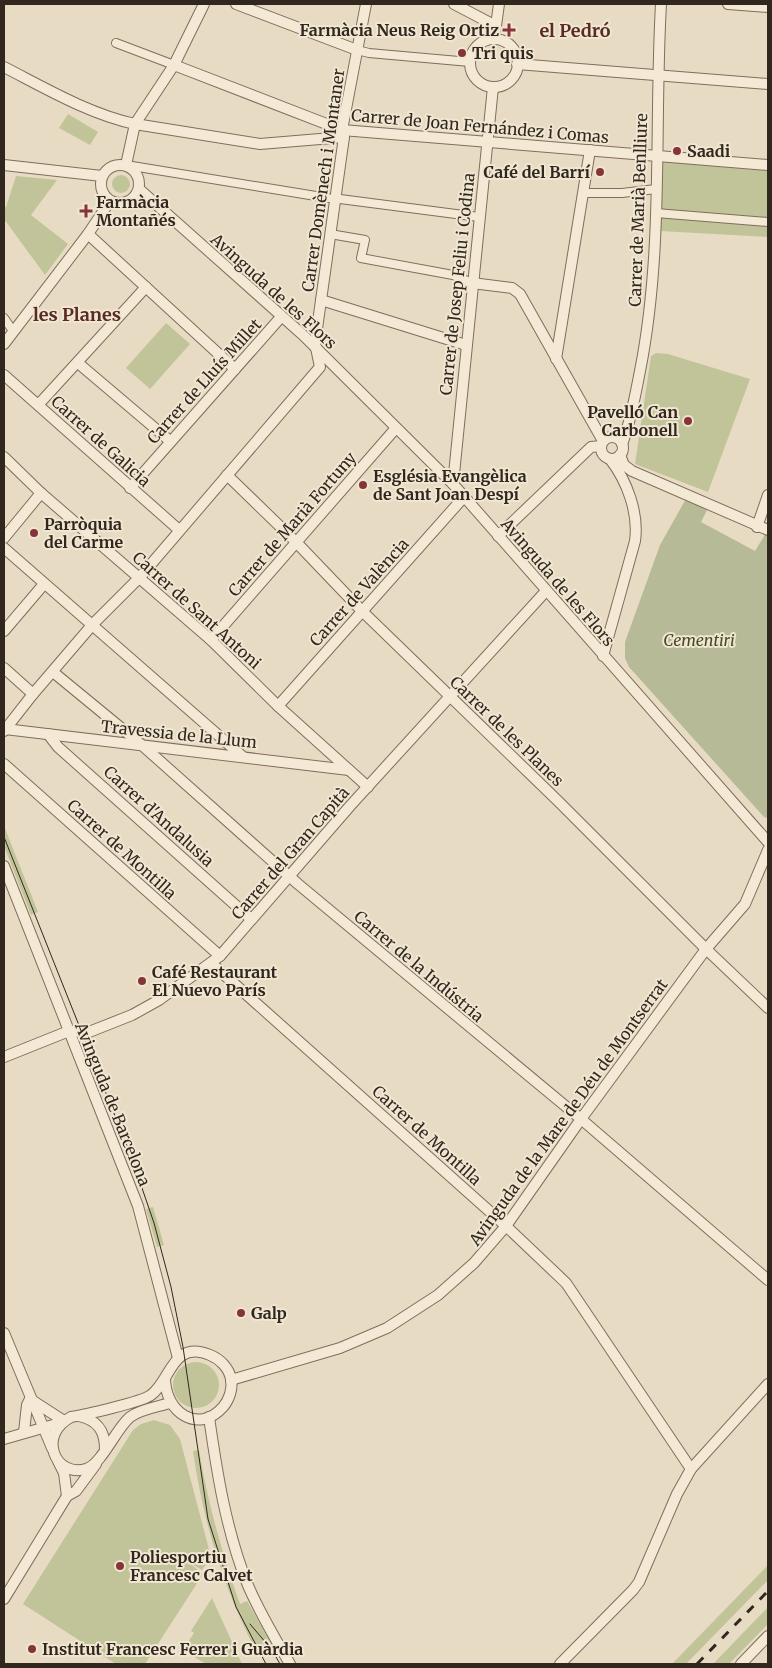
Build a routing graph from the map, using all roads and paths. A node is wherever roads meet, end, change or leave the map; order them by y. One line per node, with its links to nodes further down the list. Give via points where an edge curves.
1 (204, 4): 15 (street)
2 (236, 4): 12 (street)
3 (366, 4): 12 (street, Carrer Domènech i Montaner)
4 (454, 4): 9 (street)
5 (499, 4): 9 (street)
6 (661, 4): 17 (street, Carrer de Marià Benlliure)
7 (728, 4): 8 (street)
8 (768, 7)
9 (496, 26): 10 (street)
10 (495, 39): 13 (street, via 477,46); 14 (street, via 513,48)
11 (116, 43): 15 (street, Carrer de Joan Fernández i Comas)
12 (357, 50): 13 (street, via 369,54); 21 (street, Carrer Domènech i Montaner)
13 (470, 62): 19 (street, via 475,77)
14 (517, 64): 17 (street); 19 (street, via 511,80)
15 (174, 65): 20 (street); 21 (street, Carrer de Joan Fernández i Comas)
16 (4, 67): 20 (street, via 60,95)
17 (657, 75): 18 (street); 24 (street, Carrer de Marià Benlliure)
18 (768, 84)
19 (493, 87): 22 (street, Carrer de Josep Feliu i Codina)
20 (135, 124): 21 (street, via 260,144); 26 (street)
21 (343, 133): 22 (street, Carrer de Joan Fernández i Comas); 39 (street, Carrer Domènech i Montaner)
22 (487, 141): 23 (street, Carrer de Joan Fernández i Comas); 36 (street, Carrer de Josep Feliu i Codina)
23 (590, 150): 24 (street, Carrer de Joan Fernández i Comas); 31 (street)
24 (657, 156): 27 (street, Carrer de Joan Fernández i Comas); 30 (street, Carrer de Marià Benlliure)
25 (4, 165): 28 (street)
26 (126, 165): 28 (street, via 112,166); 29 (street, via 136,174); 32 (street)
27 (768, 165)
28 (102, 176): 34 (street, via 101,190)
29 (139, 189): 34 (street, via 125,203); 43 (street, Avinguda de les Flors)
30 (656, 189): 31 (street); 35 (street, Carrer de Marià Benlliure)
31 (583, 193): 49 (street)
32 (328, 198)
33 (340, 199): 36 (street)
34 (110, 201): 38 (street)
35 (656, 213): 37 (street); 57 (street, Carrer de Marià Benlliure, via 654,283 647,335 630,422)
36 (478, 217): 40 (street, Carrer de Josep Feliu i Codina)
37 (768, 222)
38 (88, 234): 41 (street); 45 (street)
39 (330, 234): 40 (street, via 366,240 361,258 453,275); 42 (street, Carrer Domènech i Montaner)
40 (472, 283): 47 (street, Carrer de Josep Feliu i Codina); 49 (street, via 516,290)
41 (146, 287): 50 (street); 51 (street)
42 (321, 300): 47 (street); 48 (street, Carrer Domènech i Montaner, via 315,343)
43 (281, 317): 48 (street, Avinguda de les Flors); 51 (street, Carrer de Lluís Millet)
44 (4, 318): 45 (street)
45 (13, 332): 46 (street)
46 (4, 344)
47 (466, 345): 60 (street, Carrer de Josep Feliu i Codina)
48 (318, 351): 54 (street, Avinguda de les Flors); 59 (street, Carrer Domènech i Montaner, via 320,367)
49 (556, 358): 56 (street)
50 (78, 362): 53 (street); 55 (street)
51 (235, 369): 55 (street, Carrer de Lluís Millet)
52 (4, 375): 53 (street, Carrer de Galicia)
53 (39, 404): 61 (street, Carrer de Galicia)
54 (396, 428): 60 (street, Avinguda de les Flors); 70 (street, Carrer de Marià Fortuny)
55 (170, 441): 61 (street, Carrer de Lluís Millet)
56 (602, 444): 57 (street, via 602,452); 57 (street, via 614,437); 68 (street, via 591,447)
57 (618, 453): 65 (street, via 632,472); 79 (street, via 636,532)
58 (4, 457): 62 (street, Carrer de Sant Antoni)
59 (227, 475): 66 (street); 70 (street, Carrer de les Planes)
60 (453, 484): 64 (street, Avinguda de les Flors)
61 (130, 488): 66 (street, Carrer de Galicia)
62 (41, 493): 69 (street); 72 (street, Carrer de Sant Antoni)
63 (768, 495): 65 (street)
64 (463, 498): 68 (street, Avinguda de les Flors); 75 (street, Carrer de València)
65 (757, 527): 67 (street)
66 (178, 529): 72 (street)
67 (768, 530)
68 (498, 536): 74 (street, Avinguda de les Flors)
69 (4, 538)
70 (295, 541): 75 (street, Carrer de les Planes); 78 (street, Carrer de Marià Fortuny)
71 (4, 548): 73 (street)
72 (140, 577): 76 (street); 78 (street, Carrer de Sant Antoni)
73 (44, 584): 76 (street); 77 (street)
74 (546, 590): 79 (street, Avinguda de les Flors); 83 (street, Carrer del Gran Capità)
75 (362, 611): 83 (street, Carrer de les Planes); 84 (street, Carrer de València)
76 (94, 624): 81 (street); 88 (street)
77 (4, 631)
78 (211, 640): 84 (street, Carrer de Sant Antoni)
79 (603, 656): 92 (street, Avinguda de les Flors)
80 (4, 668): 82 (street)
81 (53, 672): 82 (street); 87 (street, Carrer de la Indústria)
82 (33, 694): 85 (street)
83 (451, 698): 91 (street, Carrer del Gran Capità); 97 (street, Carrer de les Planes)
84 (278, 706): 90 (street, Carrer de Sant Antoni)
85 (5, 730): 86 (street, Travessia de la Llum)
86 (48, 734): 87 (street, Travessia de la Llum); 96 (street, Carrer d'Andalusia, via 58,747)
87 (143, 746): 88 (street, Travessia de la Llum); 95 (street, Carrer de la Indústria)
88 (242, 756): 90 (street, Travessia de la Llum)
89 (4, 764): 98 (street, Carrer de Montilla)
90 (349, 770): 91 (street, Carrer de Sant Antoni)
91 (368, 787): 95 (street, Carrer del Gran Capità)
92 (768, 842)
93 (768, 850): 97 (street, Avinguda de la Mare de Déu de Montserrat, via 745,904)
94 (4, 866): 100 (street, Avinguda de Barcelona)
95 (290, 877): 96 (street, Carrer del Gran Capità); 102 (street, Carrer de la Indústria)
96 (251, 919): 98 (street, Carrer del Gran Capità)
97 (706, 950): 99 (street, Carrer de les Planes); 102 (street, Avinguda de la Mare de Déu de Montserrat)
98 (215, 959): 100 (street, Carrer del Gran Capità, via 159,1000 132,1015 89,1032); 103 (street, Carrer de Montilla)
99 (768, 1008)
100 (69, 1031): 101 (street, Carrer del Gran Capità); 106 (street, Avinguda de Barcelona, via 138,1206)
101 (4, 1057)
102 (580, 1119): 103 (street, Avinguda de la Mare de Déu de Montserrat); 104 (street, Carrer de la Indústria)
103 (506, 1226): 108 (street, Avinguda de la Mare de Déu de Montserrat, via 474,1263 438,1295 386,1328 340,1348); 122 (street, Carrer de Montilla, via 566,1283)
104 (768, 1280)
105 (4, 1333): 110 (street)
106 (178, 1358): 107 (street); 108 (street, via 204,1352 221,1362)
107 (165, 1378): 111 (street, via 165,1391); 112 (street, via 146,1398)
108 (231, 1380): 113 (street, via 227,1403)
109 (768, 1384): 122 (street)
110 (30, 1399): 114 (street); 115 (street); 116 (street, via 26,1405)
111 (170, 1403): 113 (street, via 187,1417); 119 (street, via 132,1416)
112 (79, 1416): 114 (street); 119 (street, via 100,1426 105,1437)
113 (208, 1417): 126 (street, via 222,1496 244,1573)
114 (62, 1422): 115 (street); 118 (street, via 52,1438)
115 (42, 1428): 116 (street); 118 (street)
116 (24, 1432): 117 (street)
117 (4, 1440)
118 (52, 1449): 120 (street)
119 (104, 1449): 121 (street)
120 (57, 1459): 121 (street, via 75,1470 86,1469); 123 (street)
121 (96, 1463): 123 (street, via 76,1491)
122 (691, 1468): 127 (street, via 636,1586)
123 (68, 1496): 124 (street)
124 (4, 1600)
125 (768, 1636): 128 (street)
126 (290, 1664)
127 (560, 1664)
128 (741, 1664)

# # # #

Work to be completed: Check the material above line by line, and give only the number of lines holding the string "Montserrat".

Exercise result: 4